Sin embargo, una noche todo cambió. Por mi oficio de escritor, y también por mi naturaleza noctámbula (nunca me ha gustado madrugar), suelo aprovechar las horas de tranquilidad nocturna para trabajar, sentado en mi despacho frente al ordenador, y con un montón de libros a mi alrededor. Esa noche hacía calor, y había abierto las ventanas de la habitación para que corriera el aire fresco por la casa, recalentada durante el día.
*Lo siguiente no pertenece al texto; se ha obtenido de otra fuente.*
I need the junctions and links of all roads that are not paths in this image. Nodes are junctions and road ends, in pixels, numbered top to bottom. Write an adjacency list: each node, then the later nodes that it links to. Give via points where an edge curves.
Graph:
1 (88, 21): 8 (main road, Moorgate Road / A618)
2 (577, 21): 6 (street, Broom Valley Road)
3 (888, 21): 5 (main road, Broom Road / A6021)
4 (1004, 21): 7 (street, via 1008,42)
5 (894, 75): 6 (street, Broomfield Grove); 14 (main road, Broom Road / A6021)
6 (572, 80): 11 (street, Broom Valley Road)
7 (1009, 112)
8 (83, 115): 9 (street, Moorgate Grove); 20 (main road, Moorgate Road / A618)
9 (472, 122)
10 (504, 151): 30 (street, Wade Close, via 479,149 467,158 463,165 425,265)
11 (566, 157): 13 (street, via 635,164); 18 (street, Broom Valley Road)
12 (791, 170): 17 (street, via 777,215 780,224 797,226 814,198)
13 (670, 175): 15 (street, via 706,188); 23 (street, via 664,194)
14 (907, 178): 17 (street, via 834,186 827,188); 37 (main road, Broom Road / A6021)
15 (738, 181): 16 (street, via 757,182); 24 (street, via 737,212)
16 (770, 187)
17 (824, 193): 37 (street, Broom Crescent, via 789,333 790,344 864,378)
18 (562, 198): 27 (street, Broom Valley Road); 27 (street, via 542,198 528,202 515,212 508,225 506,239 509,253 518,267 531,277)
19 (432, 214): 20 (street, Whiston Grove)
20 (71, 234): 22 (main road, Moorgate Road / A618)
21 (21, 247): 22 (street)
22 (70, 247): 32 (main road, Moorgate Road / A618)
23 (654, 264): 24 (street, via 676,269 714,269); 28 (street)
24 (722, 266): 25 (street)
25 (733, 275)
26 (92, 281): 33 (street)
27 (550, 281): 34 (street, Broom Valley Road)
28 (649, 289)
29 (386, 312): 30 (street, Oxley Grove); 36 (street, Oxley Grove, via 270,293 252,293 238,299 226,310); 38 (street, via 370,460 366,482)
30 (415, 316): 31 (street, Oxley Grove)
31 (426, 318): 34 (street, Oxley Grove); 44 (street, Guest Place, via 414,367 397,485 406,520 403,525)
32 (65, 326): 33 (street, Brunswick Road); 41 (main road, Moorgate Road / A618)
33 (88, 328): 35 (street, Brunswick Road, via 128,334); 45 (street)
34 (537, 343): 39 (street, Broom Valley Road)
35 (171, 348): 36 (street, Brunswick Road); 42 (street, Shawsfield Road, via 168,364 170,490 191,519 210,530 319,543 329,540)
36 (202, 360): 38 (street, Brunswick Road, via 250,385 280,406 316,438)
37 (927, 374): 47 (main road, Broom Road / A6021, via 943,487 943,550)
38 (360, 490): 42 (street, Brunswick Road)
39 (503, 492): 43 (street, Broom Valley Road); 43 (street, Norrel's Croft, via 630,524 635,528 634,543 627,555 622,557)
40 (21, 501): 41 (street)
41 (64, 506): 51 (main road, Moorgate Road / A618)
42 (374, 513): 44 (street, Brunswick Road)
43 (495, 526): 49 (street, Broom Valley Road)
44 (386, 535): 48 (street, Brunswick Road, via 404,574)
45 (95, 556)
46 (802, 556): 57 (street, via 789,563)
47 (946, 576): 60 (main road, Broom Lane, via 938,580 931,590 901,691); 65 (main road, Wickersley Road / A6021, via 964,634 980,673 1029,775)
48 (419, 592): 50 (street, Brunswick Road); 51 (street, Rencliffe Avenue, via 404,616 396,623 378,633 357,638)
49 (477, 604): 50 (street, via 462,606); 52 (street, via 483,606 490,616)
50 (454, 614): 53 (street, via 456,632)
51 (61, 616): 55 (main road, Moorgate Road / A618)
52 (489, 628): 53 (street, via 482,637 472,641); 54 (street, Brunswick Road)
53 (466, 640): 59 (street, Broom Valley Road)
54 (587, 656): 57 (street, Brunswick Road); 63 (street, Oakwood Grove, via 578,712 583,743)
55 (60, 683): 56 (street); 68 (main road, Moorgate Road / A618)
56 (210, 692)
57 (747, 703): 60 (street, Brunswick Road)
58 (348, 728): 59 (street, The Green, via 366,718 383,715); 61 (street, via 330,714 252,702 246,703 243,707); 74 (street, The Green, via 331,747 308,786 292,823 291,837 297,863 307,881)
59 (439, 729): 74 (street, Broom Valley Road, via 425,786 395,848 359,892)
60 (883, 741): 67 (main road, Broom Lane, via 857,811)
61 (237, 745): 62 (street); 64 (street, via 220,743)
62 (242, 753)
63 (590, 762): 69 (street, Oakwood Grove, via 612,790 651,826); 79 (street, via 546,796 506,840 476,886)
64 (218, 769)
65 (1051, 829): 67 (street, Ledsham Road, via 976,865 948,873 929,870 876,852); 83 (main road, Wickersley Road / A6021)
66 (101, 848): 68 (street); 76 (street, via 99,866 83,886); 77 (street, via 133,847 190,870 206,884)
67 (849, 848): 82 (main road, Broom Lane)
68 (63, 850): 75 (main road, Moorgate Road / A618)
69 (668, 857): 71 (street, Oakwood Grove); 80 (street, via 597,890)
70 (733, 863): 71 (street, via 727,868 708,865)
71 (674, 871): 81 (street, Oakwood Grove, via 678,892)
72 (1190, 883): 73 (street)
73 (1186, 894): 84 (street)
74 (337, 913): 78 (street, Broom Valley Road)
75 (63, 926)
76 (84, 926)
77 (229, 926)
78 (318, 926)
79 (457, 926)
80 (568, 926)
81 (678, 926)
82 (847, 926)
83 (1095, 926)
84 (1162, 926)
Estaba escribiendo un relato corto para el periódico local, sobre un viejo pirata que había usado el puerto como base de sus correrías. Me había documentado bien sobre el personaje, pero, no sé si por el calor o por alguna otra razón (esa noche ya llevaba varias copas encima), me encontraba atascado en el desarrollo de la historia. Después de un largo rato de pensar y pensar, consultar libros y volver a pensar, apagué la pantalla y me dirigí a la cocina, a prepararme otro combinado que despejara mis ideas. No recuerdo muy bien, pero me debí quedar dormido en la mesa de la cocina, ya que al despertar el sol ya estaba alto en el horizonte.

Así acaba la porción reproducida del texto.